Bankrupt children's apparel company Gymboree should not be able to solicit its proposed Chapter 11 plan to creditors due to its inclusion of shoddy or incomplete details surrounding litigation releases, the U.S. trustee said Monday, joining a slew of mall and shopping center owners objecting to the company's restructuring disclosures.
Attorneys for the U.S. trustee’s office, the federal government’s bankruptcy watchdog, told a Virginia bankruptcy judge that Gymboree Corp. should be forced to alter the disclosures it seeks to send to creditors explaining how their claims against the company will be treated under a proposed restructuring plan.
According to the agency, the disclosure statement must be rejected in its current form because it fails to adequately explain provisions in the plan that would release third-party affiliates from litigation and incorrectly describes the provisions as consensual for each of the proposed creditor classes when only some creditors are given the option to opt out of the releases. For instance, creditors that fail to return a ballot or are deemed unimpaired under the retailer’s plan are bound to the release provisions, the trustee’s office said.
“None of these creditors has truly manifested an unambiguous consent to the third-party release and none of these creditors should be found to have manifested such consent by the legal fiction of a deemed acceptance or an ‘opt out’ requirement,” the objection reads.
The trustee’s office, which is prone to raise objections to third-party litigation releases, also noted that the language in Gymboree’s disclosure statement seemingly releases an impermissible scope of claims.
Aside from the government, several of Gymboree’s commercial landlords have also urged the court to force a rework of the company’s disclosures.
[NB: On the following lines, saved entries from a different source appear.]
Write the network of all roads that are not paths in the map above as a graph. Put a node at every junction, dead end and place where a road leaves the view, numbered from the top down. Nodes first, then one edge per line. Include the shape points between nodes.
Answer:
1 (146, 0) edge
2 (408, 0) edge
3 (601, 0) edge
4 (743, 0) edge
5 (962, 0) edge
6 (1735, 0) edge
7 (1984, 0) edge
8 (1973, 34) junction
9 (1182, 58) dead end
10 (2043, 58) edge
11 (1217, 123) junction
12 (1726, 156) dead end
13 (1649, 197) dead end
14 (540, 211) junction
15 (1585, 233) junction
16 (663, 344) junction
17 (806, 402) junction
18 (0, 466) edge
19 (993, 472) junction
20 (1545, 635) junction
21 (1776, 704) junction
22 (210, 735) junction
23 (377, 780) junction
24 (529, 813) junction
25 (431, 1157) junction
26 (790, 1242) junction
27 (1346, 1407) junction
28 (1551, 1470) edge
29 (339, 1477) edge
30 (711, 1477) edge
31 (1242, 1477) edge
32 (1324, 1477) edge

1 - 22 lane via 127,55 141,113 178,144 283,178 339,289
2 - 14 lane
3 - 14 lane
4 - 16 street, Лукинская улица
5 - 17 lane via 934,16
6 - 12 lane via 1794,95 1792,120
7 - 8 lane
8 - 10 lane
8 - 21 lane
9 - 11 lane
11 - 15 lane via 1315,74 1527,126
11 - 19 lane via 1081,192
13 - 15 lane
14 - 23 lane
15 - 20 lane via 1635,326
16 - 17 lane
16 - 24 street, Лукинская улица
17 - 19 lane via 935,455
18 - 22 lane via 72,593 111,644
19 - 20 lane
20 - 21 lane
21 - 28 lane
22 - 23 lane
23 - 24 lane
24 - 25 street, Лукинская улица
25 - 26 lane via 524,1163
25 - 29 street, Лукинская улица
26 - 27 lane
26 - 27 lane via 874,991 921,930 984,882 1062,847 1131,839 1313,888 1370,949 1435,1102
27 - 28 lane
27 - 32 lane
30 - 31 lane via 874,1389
As proposed, the plan would impermissibly allow the debtors to assume or reject store leases after its reorganization is confirmed and provide real estate owners with too little time to evaluate proposed amounts to cure their claims against the company, they said.
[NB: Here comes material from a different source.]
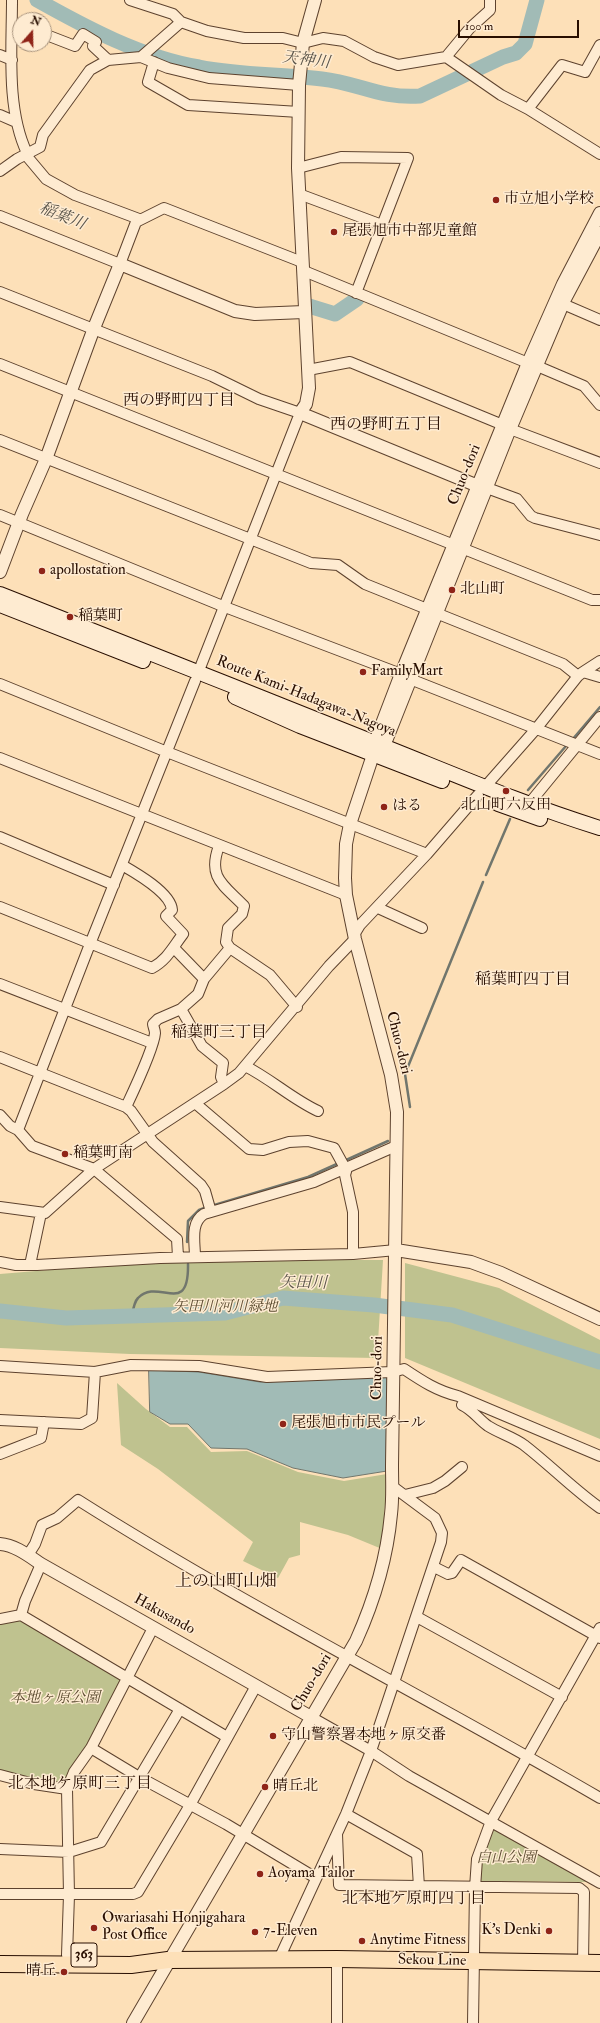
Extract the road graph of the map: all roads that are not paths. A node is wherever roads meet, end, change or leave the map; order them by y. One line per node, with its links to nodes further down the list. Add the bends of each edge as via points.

Their objections come just a week after Gymboree announced it would be closing nearly 350 store locations as part of its effort to restructure with a smaller brick-and-mortar presence that serves more highly trafficked areas.
Attorneys for the debtors did not immediately respond to a request for comment Tuesday.
The popular toddlers' apparel company filed for bankruptcy protection in June, intent on restructuring about $1.1 billion in total funded debt obligations it took on during a 2010 buyout by private equity firm Bain.
Like other retailers that have filed for bankruptcy in recent months, Gymboree attributes its current financial woes to its dependency on store traffic and "underdeveloped online presence and wholesale platform."
Under a prenegotiated plan, the company aims to recapitalize using a cash infusion of $35 million in debtor-in-possession financing from its term loan lenders, accessing up to $273.5 million from asset-backed loan facilities, rolling up prepetition borrowing debt into its DIP financing, and raising $80 million in new equity through a stock offering.
The retailer is looking to close up to 450 of its 1,300 stores and focus on selling large quantities of merchandise to retailers like T.J. Maxx and Costco, improving its online and mobile shopping platform, and shifting its product sourcing to lower-cost countries. The company aims to exit Chapter 11 by late September.
The debtors are represented by James H.M. Sprayregen, Anup Sathy, Steven N. Serajeddini, Joshua A. Sussberg and Matthew C. Fagen of Kirkland & Ellis LLP and by Michael A. Condyles, Peter J. Barrett and Jeremy S. Williams of Kutak Rock LLP.
The US Trustee is represented by Robert B. Van Arsdale and Shannon Pecoraro.
The case is In re: The Gymboree Corp., case number 3:17-bk-32986, in the U.S. Bankruptcy Court for the Eastern District of Virginia.